_Data in this exercise_.
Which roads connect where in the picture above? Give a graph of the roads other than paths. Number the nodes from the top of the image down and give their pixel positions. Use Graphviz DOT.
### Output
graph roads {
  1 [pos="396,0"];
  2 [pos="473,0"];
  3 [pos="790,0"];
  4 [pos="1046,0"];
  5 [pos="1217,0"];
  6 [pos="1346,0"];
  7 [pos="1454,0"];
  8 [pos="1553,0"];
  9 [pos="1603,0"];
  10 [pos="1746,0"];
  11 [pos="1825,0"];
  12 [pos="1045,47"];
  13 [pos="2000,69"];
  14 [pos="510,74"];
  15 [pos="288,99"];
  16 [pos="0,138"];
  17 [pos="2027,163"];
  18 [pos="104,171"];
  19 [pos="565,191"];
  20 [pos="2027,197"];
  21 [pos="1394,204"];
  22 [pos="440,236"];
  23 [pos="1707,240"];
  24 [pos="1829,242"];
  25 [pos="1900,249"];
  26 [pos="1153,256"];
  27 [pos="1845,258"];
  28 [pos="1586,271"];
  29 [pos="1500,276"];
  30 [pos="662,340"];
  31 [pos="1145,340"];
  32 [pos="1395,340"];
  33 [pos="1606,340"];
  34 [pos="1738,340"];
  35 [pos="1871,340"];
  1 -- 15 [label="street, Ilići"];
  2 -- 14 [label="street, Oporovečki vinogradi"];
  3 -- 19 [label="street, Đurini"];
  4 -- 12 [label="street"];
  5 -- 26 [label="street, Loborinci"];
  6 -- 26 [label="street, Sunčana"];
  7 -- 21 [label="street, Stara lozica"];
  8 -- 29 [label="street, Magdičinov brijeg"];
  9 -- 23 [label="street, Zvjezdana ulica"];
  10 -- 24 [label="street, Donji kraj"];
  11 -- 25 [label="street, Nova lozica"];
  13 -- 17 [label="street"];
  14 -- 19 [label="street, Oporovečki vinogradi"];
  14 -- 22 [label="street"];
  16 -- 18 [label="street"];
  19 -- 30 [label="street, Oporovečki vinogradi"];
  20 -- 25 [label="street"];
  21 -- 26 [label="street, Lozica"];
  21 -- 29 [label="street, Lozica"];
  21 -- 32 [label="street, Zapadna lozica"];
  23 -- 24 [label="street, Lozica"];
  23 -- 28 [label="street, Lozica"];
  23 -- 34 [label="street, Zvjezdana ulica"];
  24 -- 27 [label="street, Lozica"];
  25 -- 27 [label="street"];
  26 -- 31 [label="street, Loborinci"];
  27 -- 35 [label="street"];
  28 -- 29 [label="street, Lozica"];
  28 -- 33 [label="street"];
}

_What is expected_. Find how many lines of the material carry the string "graph". Only the number should be in the answer.

_Solution below_. 2